А признавши, остался верен своему слову. Решил силу свою отныне в самом деле использовать разумнее и полезнее. Открыл кузницу, женился на Челаревой Юлке, которая талией такова была, что и самому кузнецу нашлось что принять в свои могучие руки, и с искренней радостью взялся творить детей и выделывать инструмент для крестьян. Все у него выходило как игрушка, и все было здоровым и складным, как и подобает у такого силача. Дети рождались крепкие да удалые, точно сказочные богатыри, а лучший и более приятный для глаза инструмент надо было еще поискать.
Жил он, следовательно, разумно, счастливо и достойно. Целую неделю с утра до вечера без перерыва крутился в своей черной, прокопченной кузне, точно дьявол в адском пекле, и сам был черным от копоти. А по воскресеньям, которые он чтил, хотя и считал себя не «кларикалом», а «лабиралом», как сам гордо подчеркивал, устраивал день отдыха. Однако тело его к отдыху не привыкло, воскресенья тянулись бесконечно, сумерки были полны воспоминаний, и кузнеца иногда одолевали искушения.
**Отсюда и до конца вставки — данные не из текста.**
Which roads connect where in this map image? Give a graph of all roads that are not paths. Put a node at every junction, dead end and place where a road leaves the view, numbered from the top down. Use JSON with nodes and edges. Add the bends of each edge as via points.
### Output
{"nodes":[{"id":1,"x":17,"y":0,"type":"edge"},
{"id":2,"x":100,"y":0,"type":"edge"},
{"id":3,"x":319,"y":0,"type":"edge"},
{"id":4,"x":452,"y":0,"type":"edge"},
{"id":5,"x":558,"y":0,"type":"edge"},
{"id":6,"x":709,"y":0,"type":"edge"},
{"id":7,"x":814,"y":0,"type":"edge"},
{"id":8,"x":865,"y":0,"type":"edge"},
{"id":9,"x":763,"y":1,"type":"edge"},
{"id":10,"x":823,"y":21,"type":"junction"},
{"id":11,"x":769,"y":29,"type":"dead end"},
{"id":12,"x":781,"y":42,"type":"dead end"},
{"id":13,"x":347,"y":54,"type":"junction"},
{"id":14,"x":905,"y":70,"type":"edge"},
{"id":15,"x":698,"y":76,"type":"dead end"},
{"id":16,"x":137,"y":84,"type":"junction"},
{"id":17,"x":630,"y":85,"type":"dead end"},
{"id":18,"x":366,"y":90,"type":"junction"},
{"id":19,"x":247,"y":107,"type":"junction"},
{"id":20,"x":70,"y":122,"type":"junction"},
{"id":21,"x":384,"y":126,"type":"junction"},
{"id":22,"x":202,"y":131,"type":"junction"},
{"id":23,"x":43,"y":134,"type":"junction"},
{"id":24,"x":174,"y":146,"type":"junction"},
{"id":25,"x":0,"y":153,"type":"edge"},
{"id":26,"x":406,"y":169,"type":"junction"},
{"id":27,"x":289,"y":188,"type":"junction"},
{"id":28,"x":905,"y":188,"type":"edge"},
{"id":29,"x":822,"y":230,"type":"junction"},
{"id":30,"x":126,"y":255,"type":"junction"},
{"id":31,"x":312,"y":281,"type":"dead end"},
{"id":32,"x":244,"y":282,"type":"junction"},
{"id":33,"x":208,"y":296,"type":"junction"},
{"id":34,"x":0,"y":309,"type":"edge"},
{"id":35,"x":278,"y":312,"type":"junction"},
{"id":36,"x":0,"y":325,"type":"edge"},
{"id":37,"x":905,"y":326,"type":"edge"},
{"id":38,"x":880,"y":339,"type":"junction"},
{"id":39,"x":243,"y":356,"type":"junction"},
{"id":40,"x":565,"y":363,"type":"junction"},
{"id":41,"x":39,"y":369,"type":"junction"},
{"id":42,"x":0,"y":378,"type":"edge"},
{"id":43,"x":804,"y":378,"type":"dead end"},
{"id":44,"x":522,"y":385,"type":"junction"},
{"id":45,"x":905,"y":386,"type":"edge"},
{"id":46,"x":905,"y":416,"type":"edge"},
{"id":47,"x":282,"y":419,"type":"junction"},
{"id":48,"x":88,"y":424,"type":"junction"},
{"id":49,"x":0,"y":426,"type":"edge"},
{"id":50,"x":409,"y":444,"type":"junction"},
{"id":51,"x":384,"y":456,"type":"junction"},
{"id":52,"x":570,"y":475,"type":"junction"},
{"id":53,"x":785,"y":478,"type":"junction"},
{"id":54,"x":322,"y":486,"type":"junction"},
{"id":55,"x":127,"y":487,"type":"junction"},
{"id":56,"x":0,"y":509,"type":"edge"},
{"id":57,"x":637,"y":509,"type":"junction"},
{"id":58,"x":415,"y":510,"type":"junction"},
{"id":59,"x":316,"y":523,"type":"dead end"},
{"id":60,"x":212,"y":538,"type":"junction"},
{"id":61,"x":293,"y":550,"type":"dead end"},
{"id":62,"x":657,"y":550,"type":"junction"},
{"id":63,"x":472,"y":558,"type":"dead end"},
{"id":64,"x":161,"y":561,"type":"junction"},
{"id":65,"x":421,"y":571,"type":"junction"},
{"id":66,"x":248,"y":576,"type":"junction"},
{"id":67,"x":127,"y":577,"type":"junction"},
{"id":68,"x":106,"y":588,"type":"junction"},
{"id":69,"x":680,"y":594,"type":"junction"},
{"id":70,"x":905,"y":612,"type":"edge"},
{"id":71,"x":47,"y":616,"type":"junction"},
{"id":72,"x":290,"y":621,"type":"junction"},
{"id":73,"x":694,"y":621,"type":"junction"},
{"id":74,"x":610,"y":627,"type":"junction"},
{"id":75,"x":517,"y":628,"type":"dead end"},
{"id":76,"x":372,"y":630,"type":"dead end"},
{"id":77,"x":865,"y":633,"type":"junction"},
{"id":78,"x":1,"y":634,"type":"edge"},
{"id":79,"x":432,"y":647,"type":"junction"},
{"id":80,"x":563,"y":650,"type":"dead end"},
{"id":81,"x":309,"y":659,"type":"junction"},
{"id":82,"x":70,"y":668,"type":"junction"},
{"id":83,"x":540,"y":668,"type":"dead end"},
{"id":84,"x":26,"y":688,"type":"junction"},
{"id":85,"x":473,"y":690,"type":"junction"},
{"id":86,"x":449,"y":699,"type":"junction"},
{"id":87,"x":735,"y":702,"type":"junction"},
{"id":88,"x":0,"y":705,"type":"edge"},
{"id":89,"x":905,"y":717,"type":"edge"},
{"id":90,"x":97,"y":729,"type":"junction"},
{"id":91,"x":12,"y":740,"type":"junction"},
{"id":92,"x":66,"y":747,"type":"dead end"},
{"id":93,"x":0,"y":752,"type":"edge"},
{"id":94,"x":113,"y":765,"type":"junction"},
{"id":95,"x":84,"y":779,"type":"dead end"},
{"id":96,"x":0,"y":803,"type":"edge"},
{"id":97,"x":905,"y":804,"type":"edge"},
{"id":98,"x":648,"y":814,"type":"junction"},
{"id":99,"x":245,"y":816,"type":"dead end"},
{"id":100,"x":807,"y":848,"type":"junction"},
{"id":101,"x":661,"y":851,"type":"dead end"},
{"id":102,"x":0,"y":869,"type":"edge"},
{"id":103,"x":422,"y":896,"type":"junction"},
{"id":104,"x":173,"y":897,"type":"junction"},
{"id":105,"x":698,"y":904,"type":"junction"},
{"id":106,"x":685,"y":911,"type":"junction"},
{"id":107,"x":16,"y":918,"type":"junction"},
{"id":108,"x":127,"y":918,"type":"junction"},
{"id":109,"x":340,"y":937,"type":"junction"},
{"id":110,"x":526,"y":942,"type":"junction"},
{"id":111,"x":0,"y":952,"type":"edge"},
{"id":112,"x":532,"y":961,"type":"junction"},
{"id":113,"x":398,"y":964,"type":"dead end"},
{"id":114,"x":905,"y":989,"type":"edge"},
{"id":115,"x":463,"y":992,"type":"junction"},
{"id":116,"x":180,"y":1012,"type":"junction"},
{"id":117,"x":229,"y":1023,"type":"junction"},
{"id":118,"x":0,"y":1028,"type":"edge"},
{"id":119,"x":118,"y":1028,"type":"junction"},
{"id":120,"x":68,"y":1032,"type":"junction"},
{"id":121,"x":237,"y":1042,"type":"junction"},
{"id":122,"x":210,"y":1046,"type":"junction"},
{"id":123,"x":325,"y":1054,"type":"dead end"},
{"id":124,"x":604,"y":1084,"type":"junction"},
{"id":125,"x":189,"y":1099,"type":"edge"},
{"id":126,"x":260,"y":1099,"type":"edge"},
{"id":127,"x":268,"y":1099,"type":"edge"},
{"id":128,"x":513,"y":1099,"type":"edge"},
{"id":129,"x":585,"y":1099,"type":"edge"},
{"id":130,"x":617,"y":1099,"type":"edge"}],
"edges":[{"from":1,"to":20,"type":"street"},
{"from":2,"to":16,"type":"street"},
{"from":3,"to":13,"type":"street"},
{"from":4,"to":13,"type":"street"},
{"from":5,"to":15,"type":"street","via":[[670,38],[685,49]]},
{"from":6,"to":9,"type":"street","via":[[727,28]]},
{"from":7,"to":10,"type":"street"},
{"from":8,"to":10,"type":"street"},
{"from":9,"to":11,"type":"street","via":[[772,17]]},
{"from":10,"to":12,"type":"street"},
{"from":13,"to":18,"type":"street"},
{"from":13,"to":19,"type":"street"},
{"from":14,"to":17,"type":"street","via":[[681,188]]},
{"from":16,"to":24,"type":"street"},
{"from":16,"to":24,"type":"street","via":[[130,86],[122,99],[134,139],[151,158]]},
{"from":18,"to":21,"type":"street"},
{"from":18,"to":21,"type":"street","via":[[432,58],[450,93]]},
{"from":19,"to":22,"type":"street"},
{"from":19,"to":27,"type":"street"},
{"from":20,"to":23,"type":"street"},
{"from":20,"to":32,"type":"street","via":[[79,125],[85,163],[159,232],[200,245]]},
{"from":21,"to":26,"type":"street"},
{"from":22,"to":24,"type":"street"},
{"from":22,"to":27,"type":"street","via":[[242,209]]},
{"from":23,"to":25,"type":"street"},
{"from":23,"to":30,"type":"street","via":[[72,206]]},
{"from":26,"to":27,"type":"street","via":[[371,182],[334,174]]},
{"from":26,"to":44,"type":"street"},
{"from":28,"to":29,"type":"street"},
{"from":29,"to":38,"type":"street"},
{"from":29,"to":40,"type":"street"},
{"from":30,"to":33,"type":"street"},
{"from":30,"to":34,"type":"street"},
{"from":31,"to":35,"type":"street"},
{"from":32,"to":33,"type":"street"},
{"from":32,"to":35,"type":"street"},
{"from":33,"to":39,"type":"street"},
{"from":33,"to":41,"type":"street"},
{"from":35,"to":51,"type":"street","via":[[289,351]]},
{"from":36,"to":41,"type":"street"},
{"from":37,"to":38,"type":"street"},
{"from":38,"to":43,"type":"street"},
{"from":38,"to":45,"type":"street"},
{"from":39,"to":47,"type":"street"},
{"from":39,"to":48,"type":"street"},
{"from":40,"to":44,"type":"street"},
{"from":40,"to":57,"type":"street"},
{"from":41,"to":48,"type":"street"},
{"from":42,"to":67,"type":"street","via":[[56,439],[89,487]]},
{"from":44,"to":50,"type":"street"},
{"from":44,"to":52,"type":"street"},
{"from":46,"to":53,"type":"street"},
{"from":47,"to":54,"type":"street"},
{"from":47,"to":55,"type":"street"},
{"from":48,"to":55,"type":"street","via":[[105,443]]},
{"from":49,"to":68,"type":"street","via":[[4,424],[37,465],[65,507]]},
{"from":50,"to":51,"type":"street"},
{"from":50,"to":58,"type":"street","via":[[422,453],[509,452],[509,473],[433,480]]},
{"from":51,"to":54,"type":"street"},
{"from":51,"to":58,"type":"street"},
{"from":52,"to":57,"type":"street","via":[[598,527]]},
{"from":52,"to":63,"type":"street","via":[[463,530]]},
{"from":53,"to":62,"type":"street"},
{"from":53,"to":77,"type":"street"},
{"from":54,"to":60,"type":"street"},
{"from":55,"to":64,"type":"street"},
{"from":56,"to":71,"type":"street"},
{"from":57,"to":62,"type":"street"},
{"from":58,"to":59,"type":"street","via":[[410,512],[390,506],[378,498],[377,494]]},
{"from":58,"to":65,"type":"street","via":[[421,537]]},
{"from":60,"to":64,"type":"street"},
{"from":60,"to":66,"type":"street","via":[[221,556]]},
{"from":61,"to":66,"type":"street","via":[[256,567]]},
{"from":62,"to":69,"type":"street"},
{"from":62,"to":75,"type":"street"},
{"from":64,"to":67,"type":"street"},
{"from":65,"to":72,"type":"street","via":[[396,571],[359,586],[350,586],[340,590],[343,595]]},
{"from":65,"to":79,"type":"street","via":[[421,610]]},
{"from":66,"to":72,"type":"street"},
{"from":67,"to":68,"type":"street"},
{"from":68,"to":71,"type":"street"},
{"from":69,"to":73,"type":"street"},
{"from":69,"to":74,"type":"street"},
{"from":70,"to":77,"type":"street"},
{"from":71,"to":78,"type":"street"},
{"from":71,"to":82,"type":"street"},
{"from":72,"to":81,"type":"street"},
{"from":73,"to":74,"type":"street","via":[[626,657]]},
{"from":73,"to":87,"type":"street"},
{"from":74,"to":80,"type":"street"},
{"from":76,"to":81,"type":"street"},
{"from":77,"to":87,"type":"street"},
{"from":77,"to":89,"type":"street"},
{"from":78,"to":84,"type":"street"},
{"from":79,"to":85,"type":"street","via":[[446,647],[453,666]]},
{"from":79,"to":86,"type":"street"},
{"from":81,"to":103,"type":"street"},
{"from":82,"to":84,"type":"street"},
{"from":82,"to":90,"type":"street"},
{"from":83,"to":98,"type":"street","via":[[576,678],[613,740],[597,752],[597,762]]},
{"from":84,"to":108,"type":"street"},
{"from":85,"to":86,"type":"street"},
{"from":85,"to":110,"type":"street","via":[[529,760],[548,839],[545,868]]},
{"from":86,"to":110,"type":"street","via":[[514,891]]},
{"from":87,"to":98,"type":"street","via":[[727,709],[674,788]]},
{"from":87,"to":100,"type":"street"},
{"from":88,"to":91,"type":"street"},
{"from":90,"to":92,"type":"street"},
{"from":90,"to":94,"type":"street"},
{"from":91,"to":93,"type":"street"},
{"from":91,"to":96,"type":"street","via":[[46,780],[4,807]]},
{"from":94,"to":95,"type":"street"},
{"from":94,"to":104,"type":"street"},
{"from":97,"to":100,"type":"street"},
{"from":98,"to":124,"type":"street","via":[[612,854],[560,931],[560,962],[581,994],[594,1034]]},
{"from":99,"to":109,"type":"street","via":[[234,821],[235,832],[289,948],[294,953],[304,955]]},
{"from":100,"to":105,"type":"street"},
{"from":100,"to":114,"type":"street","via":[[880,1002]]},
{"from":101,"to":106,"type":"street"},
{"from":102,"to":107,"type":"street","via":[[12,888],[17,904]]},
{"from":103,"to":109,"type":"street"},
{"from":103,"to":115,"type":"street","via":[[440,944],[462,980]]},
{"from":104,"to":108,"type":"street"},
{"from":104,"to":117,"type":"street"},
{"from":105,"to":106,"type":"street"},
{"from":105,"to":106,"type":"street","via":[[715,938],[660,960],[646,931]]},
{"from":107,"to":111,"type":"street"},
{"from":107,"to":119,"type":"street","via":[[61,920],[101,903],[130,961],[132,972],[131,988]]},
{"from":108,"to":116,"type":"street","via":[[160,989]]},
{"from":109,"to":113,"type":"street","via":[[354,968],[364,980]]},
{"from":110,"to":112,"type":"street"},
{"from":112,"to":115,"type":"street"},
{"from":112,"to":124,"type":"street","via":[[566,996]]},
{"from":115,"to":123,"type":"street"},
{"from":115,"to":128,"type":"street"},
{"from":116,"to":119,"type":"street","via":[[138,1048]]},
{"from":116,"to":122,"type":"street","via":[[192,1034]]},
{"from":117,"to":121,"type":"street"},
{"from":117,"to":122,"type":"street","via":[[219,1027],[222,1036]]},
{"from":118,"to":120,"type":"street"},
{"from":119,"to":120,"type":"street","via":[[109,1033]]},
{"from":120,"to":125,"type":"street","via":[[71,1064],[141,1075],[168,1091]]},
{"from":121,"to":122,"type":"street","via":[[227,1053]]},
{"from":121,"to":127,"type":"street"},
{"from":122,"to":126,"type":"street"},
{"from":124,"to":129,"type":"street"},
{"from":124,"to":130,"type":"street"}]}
По утрам он исполнял все, что требовалось по дому, затем отправлялся к церкви под липу и там поджидал мужчин, чтоб потолковать о том о сем. Отобедав, играл с детьми, а потом и с женой и после этого не мог больше усидеть дома. Он шел по холмам, открывавшимся перед ним, и жадно смотрел, как сгребают сено и носят снопы на сушку, подходил к работавшим и вместе с ними принимался за дело. Когда смеркалось, беспокойные ноги вели его в трактир, и там он таскал пузатые бочки и шутя поднимал по три стола разом. А когда наступала ночь и пора было угомониться, он от скуки тянул рюмку за рюмкой. И чем больше он выпивал, тем больше нерастраченных сил пробуждалось в нем. Кузнец беспокойно пересаживался с места на место, потирал могучие руки и выглядывал, не найдется ли где им применения. Но искал он напрасно, потому что парни избегали ему показываться. И тогда он не выдерживал. Потягивался, так, что хрустели все его косточки, и кричал:
— Жалко, дьявола не существует! Будь он на белом свете, я б его хорошо отделал — ни одной шерстинки целой не осталось бы!
Люди смеялись этой его старой шутке. Только Арнац, благочестивый бобыль, гнусаво пищал из-за печки:
— Погоди, кузнец, увидишь! Дьявол свое возьмет!
— Как это возьмет, коли нет его? — небрежно возражал кузнец.
— Есть! — гнусил Арнац.
— А если есть, пускай приходит!
— Придет, не беспокойся!
— Как же он придет, если его нету? — гремел кузнец.
— Есть!
— Нету! — Кузнец стучал по столу кулаком, и стаканы подпрыгивали и падали на пол.